## Work item
Among the entries below, find all lines that include "view" and copy them.

## Source data
§ §

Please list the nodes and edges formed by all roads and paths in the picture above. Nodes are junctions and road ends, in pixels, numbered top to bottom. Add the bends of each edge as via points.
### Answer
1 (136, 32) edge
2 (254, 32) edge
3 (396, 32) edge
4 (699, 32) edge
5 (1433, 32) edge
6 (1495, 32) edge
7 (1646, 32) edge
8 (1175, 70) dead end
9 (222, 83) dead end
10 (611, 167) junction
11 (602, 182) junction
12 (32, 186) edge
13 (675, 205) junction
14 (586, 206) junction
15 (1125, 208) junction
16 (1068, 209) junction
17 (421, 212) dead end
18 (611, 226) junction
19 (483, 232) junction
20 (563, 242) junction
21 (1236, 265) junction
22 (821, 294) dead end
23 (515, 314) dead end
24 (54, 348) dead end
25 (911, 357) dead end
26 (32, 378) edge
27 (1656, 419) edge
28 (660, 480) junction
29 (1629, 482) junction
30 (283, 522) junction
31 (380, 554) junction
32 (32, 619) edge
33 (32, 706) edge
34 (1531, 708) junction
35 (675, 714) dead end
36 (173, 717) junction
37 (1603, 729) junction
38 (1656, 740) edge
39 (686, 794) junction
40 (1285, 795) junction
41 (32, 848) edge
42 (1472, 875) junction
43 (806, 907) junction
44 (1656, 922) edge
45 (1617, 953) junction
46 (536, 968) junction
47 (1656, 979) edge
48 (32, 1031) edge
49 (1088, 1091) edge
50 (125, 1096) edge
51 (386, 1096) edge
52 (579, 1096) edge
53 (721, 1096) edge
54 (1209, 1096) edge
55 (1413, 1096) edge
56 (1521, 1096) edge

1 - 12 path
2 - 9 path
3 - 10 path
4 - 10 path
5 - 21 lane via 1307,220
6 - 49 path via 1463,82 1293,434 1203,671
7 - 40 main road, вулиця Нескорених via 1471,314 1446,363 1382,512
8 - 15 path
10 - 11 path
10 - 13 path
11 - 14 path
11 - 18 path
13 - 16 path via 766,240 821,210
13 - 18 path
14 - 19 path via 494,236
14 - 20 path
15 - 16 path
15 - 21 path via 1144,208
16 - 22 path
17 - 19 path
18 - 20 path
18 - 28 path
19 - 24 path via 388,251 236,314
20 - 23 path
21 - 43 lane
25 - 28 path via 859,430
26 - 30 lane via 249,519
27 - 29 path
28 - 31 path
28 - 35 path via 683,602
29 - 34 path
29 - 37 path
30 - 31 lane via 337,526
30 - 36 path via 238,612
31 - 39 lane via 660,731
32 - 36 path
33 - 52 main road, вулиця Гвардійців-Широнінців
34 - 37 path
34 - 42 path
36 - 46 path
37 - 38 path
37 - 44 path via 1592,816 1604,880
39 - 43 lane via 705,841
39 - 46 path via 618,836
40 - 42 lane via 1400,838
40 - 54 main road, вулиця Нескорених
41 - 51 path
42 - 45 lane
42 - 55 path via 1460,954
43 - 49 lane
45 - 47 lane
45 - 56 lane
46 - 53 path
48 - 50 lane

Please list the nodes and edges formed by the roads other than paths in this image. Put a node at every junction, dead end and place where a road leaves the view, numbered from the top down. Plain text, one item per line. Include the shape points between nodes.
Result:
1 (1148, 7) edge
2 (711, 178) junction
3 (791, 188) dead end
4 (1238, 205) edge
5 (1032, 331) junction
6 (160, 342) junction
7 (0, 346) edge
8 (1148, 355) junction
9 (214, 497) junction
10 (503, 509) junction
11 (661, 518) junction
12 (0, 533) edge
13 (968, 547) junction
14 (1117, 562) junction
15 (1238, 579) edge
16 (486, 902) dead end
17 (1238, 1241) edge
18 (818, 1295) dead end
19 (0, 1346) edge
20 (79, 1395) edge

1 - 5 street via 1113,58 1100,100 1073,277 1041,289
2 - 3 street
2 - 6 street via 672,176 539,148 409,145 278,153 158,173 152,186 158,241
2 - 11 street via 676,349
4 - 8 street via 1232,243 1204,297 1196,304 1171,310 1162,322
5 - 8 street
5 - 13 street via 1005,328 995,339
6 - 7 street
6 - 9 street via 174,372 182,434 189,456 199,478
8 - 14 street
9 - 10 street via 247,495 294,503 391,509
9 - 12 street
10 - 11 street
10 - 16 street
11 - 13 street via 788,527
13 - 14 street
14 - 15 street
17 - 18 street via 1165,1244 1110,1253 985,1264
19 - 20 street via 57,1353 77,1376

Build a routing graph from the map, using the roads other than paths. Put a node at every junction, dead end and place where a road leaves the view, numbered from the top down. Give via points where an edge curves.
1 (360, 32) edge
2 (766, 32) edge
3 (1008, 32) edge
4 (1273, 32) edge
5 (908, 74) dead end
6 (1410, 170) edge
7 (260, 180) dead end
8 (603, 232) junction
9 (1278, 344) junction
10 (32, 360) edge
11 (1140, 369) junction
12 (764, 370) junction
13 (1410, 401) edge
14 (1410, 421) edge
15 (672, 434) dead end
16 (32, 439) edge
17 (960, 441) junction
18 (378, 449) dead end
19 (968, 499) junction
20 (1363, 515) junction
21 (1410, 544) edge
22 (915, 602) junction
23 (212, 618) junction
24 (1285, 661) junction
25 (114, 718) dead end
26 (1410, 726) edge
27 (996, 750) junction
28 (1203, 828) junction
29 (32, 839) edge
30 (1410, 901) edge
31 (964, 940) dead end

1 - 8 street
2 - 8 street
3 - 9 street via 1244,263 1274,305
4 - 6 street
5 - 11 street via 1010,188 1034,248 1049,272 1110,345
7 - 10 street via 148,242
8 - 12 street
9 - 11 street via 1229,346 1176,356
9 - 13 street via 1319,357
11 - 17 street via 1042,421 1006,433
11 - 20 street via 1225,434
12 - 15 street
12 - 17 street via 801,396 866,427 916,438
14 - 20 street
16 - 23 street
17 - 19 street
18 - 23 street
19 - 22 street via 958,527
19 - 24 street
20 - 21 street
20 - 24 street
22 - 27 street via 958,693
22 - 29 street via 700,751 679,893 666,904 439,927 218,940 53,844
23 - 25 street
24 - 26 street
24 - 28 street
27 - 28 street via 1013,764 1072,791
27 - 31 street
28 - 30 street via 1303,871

§ §

## The answer
Please list the nodes and edges formed by the roads other than paths in this image. Put a node at every junction, dead end and place where a road leaves the view, numbered from the top down. Plain text, one item per line. Include the shape points between nodes.
Build a routing graph from the map, using the roads other than paths. Put a node at every junction, dead end and place where a road leaves the view, numbered from the top down. Give via points where an edge curves.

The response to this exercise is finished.